In this population-based cohort, heart failure patients attended by cardiologists in hospital had lower risk of death as well as the composite risk of death or readmission than patients attended by noncardiologists. These data raise the need to identify specialty-driven differences in processes of care for heart failure patients, which may explain the observed disparity in clinical outcomes that presently favor cardiologist care.

摘要

背景

目前尚不清楚心脏病专家提供的专科护理与其他医生提供的护理相比,是否能改善社区心力衰竭患者的治疗效果。

方法与结果

利用行政数据,我们对1994年4月至1996年3月期间加拿大安大略省38702例首次因心力衰竭住院的连续患者进行了监测,并研究了不同学科医生诊治的患者在护理过程和临床结局方面的差异。

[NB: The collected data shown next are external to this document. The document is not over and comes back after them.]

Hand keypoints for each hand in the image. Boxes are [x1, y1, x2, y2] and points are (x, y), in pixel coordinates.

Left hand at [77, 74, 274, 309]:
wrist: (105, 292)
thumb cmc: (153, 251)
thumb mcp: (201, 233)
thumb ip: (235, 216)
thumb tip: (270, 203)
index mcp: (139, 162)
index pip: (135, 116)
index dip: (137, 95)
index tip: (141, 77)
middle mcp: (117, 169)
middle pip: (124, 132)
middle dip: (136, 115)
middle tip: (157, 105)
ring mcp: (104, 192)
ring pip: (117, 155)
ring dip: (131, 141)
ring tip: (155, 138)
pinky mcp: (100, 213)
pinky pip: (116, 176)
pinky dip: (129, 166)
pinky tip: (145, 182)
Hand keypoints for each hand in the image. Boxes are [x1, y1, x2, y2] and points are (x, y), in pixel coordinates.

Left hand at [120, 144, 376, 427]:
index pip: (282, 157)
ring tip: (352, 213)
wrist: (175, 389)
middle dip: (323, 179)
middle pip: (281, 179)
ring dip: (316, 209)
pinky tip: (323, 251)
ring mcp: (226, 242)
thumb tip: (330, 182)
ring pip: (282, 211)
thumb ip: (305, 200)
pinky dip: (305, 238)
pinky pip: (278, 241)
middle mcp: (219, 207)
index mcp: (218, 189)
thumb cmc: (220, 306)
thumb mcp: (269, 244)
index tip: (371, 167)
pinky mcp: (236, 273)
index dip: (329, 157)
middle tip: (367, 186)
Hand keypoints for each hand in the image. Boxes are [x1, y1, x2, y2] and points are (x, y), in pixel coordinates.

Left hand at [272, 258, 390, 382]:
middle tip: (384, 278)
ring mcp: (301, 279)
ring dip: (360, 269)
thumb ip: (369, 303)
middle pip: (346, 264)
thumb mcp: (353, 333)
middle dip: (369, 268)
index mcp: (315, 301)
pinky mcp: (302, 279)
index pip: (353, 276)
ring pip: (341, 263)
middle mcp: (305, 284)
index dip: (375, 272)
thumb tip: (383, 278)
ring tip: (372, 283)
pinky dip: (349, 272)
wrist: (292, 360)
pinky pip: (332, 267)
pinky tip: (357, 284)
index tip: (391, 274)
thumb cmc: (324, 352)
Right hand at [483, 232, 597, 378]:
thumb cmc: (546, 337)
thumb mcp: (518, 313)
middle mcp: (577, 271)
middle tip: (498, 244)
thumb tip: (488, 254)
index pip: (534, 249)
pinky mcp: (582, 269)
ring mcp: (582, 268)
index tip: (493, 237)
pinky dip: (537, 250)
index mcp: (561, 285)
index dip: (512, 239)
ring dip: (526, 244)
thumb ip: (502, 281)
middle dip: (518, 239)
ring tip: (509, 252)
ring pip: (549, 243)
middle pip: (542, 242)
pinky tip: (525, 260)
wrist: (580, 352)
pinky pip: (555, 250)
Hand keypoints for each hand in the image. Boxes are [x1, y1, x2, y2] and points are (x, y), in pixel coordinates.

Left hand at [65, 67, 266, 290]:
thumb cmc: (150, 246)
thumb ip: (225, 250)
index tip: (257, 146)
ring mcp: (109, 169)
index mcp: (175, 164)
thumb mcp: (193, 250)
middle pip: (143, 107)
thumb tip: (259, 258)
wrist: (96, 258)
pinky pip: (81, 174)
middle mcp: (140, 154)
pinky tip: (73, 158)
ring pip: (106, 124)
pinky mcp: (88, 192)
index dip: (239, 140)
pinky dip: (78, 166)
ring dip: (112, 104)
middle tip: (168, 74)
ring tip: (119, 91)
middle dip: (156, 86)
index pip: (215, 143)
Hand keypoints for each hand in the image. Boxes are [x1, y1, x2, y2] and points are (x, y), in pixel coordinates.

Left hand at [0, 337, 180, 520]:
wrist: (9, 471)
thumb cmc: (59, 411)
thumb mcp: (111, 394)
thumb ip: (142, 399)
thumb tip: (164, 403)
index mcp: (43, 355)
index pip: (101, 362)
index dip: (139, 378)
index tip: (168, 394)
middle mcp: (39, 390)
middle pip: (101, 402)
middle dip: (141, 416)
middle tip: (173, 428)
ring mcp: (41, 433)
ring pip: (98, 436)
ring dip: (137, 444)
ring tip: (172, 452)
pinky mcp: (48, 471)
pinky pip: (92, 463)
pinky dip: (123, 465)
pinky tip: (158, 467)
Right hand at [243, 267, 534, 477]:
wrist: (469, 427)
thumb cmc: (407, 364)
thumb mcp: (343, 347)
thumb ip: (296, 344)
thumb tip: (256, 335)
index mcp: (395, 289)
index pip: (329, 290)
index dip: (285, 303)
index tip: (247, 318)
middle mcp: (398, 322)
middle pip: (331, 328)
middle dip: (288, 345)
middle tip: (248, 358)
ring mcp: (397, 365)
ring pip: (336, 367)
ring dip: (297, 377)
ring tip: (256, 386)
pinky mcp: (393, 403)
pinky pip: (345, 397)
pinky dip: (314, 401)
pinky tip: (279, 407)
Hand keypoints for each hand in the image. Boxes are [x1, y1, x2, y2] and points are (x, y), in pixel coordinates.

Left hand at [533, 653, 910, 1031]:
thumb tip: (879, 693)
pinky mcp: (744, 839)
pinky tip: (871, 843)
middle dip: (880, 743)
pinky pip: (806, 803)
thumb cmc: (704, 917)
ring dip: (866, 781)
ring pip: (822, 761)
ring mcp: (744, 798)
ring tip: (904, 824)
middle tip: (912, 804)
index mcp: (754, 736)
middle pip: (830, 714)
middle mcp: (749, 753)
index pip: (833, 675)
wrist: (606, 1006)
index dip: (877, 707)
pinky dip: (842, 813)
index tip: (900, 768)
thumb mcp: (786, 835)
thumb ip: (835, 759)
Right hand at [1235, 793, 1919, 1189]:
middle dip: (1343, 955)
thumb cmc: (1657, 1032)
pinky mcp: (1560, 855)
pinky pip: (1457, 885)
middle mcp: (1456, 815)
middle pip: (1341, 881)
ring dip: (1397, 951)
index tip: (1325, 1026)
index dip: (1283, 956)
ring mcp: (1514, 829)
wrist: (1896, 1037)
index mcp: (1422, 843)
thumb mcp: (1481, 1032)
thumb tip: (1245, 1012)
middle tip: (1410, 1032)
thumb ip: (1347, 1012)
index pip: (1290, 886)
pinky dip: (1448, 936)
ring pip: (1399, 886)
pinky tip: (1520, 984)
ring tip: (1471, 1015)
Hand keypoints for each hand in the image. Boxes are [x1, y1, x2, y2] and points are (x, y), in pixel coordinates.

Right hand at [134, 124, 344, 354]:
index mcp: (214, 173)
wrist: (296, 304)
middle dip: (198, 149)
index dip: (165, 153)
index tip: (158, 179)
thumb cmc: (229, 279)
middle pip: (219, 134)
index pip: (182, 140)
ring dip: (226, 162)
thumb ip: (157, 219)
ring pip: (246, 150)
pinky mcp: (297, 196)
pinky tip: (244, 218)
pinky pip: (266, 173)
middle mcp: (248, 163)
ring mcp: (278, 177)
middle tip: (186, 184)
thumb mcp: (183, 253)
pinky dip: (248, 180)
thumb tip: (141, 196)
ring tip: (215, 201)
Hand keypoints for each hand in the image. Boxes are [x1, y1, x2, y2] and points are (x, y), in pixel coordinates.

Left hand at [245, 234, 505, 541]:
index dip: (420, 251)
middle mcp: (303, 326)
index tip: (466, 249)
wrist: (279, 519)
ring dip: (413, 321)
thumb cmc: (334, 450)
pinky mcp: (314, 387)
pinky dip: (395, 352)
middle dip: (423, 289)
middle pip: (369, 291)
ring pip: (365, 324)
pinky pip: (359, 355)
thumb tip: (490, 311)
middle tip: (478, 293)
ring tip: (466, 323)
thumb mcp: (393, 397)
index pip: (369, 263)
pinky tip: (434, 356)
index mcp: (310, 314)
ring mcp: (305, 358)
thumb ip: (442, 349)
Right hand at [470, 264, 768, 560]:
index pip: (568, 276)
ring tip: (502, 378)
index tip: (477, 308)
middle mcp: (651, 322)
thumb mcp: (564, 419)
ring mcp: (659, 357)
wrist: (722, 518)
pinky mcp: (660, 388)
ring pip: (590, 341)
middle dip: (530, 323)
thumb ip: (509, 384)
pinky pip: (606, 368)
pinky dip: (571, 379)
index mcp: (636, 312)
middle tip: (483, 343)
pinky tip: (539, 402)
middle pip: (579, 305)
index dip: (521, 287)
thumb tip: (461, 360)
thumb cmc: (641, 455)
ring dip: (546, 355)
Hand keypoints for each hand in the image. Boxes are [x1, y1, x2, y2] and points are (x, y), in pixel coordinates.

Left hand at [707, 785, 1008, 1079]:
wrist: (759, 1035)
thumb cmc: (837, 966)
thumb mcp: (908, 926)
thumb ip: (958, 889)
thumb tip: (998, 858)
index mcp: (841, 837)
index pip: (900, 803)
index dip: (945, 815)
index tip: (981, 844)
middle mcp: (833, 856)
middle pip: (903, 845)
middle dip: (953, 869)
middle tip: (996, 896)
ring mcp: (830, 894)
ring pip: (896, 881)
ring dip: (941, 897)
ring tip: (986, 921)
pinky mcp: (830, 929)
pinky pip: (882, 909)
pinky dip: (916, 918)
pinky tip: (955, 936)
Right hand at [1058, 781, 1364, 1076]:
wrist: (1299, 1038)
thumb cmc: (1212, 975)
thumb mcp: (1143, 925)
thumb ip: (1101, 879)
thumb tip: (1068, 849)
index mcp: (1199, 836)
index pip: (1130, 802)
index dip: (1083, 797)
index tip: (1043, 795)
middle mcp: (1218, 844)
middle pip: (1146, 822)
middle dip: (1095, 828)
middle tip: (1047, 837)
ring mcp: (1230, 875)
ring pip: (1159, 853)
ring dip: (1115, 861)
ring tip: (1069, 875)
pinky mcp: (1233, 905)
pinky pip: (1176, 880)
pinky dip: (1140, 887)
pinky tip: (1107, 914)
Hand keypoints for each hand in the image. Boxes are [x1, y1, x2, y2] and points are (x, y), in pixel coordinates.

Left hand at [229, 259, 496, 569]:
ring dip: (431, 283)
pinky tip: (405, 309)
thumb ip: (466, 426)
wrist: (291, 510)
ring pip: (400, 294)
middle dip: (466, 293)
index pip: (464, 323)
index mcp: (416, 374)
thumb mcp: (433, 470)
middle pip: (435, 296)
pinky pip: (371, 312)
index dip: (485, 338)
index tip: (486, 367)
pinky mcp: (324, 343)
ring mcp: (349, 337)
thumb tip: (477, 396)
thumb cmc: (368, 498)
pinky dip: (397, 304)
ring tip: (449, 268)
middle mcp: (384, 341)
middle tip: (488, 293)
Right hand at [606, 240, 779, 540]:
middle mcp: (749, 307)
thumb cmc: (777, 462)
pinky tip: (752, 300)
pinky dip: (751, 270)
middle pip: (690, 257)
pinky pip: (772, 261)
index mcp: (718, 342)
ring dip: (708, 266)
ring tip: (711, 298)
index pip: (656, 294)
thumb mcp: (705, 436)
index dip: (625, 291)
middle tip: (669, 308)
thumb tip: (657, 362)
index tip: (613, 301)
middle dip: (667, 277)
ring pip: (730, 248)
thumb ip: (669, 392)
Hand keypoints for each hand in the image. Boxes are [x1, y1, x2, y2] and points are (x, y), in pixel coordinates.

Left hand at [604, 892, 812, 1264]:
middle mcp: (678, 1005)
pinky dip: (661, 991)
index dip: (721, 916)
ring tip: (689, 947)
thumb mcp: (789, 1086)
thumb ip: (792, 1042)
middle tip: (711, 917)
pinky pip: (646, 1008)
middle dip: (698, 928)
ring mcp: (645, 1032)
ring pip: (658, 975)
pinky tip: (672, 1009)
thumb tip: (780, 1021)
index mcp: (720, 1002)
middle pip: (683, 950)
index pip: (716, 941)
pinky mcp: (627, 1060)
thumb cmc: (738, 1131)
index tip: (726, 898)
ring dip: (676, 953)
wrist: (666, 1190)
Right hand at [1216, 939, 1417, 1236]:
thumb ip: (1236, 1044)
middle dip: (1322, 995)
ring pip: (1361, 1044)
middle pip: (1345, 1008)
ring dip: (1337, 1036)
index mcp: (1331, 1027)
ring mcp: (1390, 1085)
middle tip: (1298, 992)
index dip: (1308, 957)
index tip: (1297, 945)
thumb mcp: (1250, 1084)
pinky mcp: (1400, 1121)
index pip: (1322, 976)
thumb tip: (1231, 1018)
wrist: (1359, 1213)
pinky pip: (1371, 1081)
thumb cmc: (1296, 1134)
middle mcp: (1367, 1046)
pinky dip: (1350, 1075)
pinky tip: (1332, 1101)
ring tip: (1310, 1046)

我们发现,心脏病专家诊治的患者1年风险调整死亡率低于普通内科医生、家庭医生和其他医生诊治的患者(分别为28.5%对31.7%、34.9%和35.9%;所有两两比较,P<0.001)。与家庭医生和其他医生相比,但与普通内科医生相比,心脏病专家诊治的患者1年风险调整后的死亡和心力衰竭再入院综合结局也较低(分别为54.7%对58.1%、58.3%和55.4%;P<0.001、P<0.001和P=0.39)。多变量分层模型显示,在这两种结局中,医生层面存在显著影响且有利于心脏病专家,尤其是相对于非普通内科医生。心脏病专家的护理与侵入性干预的调整率较高以及出院后心力衰竭药物处方率较高相关。

结论

在这个基于人群的队列中,住院期间由心脏病专家诊治的心力衰竭患者的死亡风险以及死亡或再入院的综合风险低于非心脏病专家诊治的患者。这些数据表明,有必要确定心力衰竭患者护理过程中由专科驱动的差异,这可能解释了目前有利于心脏病专家护理的临床结局差异。